→ **Work task**
Establish how many lines in the records below include the word "wherever"; respond with that number only.

→ **Data records**

Content starts

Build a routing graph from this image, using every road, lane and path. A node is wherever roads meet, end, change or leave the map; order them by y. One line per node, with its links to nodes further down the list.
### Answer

Content ends
Content starts

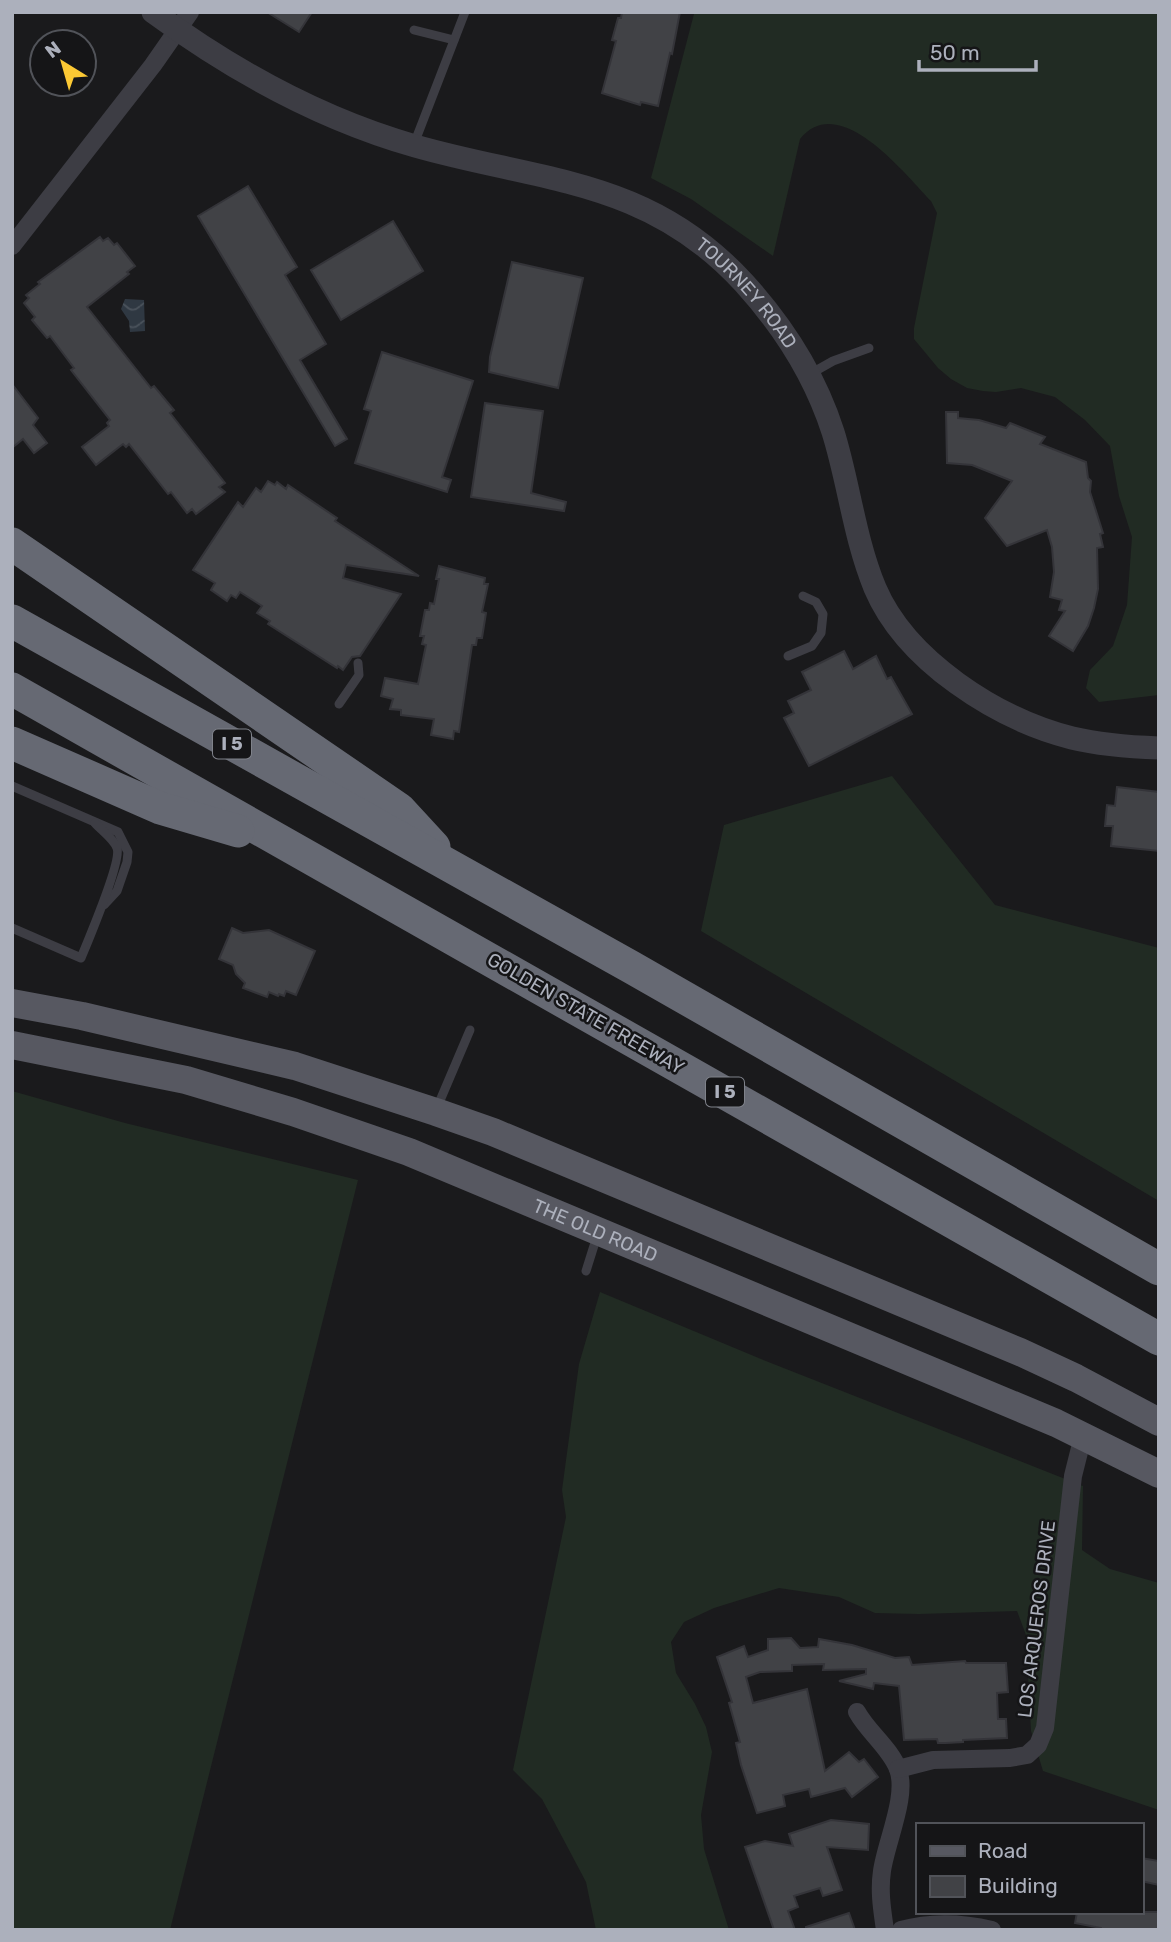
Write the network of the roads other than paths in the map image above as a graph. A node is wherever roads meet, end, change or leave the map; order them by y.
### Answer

Content ends

→ **Exercise result**
2